Tuesday, 27th September 2022
<To guardian.ng
Breaking News:

CBN to move against banks over poor services

By Clara Nwachukwu and Chijioke Nelson
14 November 2016   |   4:15 am
The Central Bank of Nigeria (CBN) has warned the nation’s banks against poor services, asking them to shape up or close shop.The caution followed a series of complaints by customers...


• Urges public to reject inefficiency
• ‘Delay in funds transfer, system failure not acceptable’

The Central Bank of Nigeria (CBN) has warned the nation’s banks against poor services, asking them to shape up or close shop.The caution followed a series of complaints by customers of frustrations in completing their transactions at various branches or at Automotive Teller Machines (ATMs), most associated with system failures or poor network connectivity.

The Director of Banking and Payment System Department of the CBN, Dipo Fatokun, threatened to sanction any bank found wanting. He urged the public not to withhold such complaints, but speak out against inefficiencies.

Refusing to condone the excuse of system failures, Fatokun told The Guardian in a conversation: “Yes, there could be system issues, but it should be the exception and not the norm.”

As it is, the banking industry operations may soon be laden with the challenges of either malfunctioning of core banking software, inadequacy of the software, lack of trained personnel to operate them or negligence. This is because customers are increasingly turned down from updating their accounts except they go to the branch of domicile, on the grounds that it cannot be done through the unified core banking system. In other instances, funds transfers from one account to another, even within the same bank, are not completed, and may take up to one month or more, depending on the level of efficiency of the banks to return the funds to the owner’s account.

Reacting to the development, the CBN described such inefficiencies as unacceptable. With regard to money transfers, Fatokun said it was one of the simplest banking transactions. “After six minutes, the receiving account should be credited, if not, the bank should give a reason. Also the refund in the event of uncompleted transaction for one reason or another, should also take minutes not weeks or months.”

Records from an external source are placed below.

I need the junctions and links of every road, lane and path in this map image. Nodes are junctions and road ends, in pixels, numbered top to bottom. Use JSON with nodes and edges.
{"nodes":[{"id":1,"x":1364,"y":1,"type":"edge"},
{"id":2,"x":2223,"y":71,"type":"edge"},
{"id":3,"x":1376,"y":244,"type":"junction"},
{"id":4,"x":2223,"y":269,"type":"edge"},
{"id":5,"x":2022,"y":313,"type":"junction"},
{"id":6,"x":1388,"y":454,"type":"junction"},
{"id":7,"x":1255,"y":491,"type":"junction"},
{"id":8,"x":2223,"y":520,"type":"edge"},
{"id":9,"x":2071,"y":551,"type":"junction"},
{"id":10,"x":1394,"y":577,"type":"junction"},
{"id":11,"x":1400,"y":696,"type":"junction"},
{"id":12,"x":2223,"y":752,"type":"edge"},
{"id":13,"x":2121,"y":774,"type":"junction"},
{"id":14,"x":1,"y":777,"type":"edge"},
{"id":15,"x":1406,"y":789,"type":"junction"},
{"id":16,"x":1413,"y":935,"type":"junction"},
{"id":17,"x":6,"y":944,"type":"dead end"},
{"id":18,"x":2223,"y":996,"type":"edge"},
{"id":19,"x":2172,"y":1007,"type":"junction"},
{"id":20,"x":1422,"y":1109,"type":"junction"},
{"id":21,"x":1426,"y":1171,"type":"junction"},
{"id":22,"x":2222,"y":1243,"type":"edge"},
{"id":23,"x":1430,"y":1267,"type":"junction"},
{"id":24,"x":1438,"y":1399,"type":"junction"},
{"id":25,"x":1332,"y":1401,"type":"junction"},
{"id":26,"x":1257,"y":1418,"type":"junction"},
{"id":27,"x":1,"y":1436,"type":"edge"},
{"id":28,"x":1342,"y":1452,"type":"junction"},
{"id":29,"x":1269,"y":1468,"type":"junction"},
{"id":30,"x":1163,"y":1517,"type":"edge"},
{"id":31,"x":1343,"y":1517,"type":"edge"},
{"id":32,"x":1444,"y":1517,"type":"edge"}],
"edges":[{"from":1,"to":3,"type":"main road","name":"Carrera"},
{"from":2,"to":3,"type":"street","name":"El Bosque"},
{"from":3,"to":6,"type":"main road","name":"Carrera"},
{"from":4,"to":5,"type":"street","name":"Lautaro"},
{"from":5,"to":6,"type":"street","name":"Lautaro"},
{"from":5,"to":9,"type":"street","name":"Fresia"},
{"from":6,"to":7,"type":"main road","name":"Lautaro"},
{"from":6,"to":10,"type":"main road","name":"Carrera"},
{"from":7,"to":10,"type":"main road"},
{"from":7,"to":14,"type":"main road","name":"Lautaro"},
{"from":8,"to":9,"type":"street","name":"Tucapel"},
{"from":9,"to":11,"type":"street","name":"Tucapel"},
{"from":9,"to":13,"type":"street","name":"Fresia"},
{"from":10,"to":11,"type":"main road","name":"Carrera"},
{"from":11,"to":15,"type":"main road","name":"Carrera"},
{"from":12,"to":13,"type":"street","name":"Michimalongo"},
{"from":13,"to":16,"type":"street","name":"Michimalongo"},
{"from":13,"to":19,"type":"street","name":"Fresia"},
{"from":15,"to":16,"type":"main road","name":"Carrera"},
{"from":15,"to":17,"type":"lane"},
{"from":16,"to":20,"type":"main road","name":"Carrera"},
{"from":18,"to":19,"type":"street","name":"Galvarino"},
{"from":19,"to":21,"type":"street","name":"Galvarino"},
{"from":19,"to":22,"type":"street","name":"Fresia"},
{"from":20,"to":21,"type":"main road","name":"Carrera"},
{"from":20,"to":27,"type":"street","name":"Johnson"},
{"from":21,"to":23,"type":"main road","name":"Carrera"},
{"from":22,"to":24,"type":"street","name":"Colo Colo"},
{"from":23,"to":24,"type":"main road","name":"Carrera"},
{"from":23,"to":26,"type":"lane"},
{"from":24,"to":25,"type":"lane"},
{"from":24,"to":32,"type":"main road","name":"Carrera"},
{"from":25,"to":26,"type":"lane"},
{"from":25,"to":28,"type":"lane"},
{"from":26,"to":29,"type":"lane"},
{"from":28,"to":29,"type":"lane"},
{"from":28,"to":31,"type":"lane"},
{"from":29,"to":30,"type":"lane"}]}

The developments, observed in major banks’ branches, have raised concerns over the availability of skilled personnel to carry out the operations, given the recent downsizing in the industry.

The situation has also raised questions over the functionality of the deployed banking software, as well as the validity of several claims by the operators of acquisition of sophisticated software aimed at ensuring the efficiency of the unified banking system.

Specifically, these banks were not able to update customers’ accounts that were previously opened in another branch as they failed to access the details. Officials of these banks claim it can only be done at the branch of domicile, a situation that appears strange given the level of the country’s payments system.

A customer of one of the top five banks, after going through the process of updating her account which lasted for more than one hour, was finally referred back to the branch of domicile.

Another customer confided in The Guardian that he too was referred to his branch where the account was opened in Kaduna, even as the account continues to hold on to huge cash as well as receive lodgements.

The CBN described such development as contrary to the modern banking industry.According to Fatokun, as long as there is no network failure, every account in a bank can be accessed from any of the same bank’s branch, which is the reason people make transactions across the country.

“It is not acceptable and no bank should give such an excuse. It is a setback to the progress recorded in our payment system. Please report such bank and branch to CBN for necessary action,” he said.

The ordeals of two customers from two different banks caused further inquest by The Guardian, which led to the discovery of similar complaints by customers from other banks.

Reiterating the importance of knowledge in the effective discharge of duties, Fatokun urged banks to train their personnel further in their specific areas of operations to stem inefficiencies.

The dilemma remains whether the situation is a matter of one branch integration challenge or a fast-spreading problem that may soon take the industry by surprise.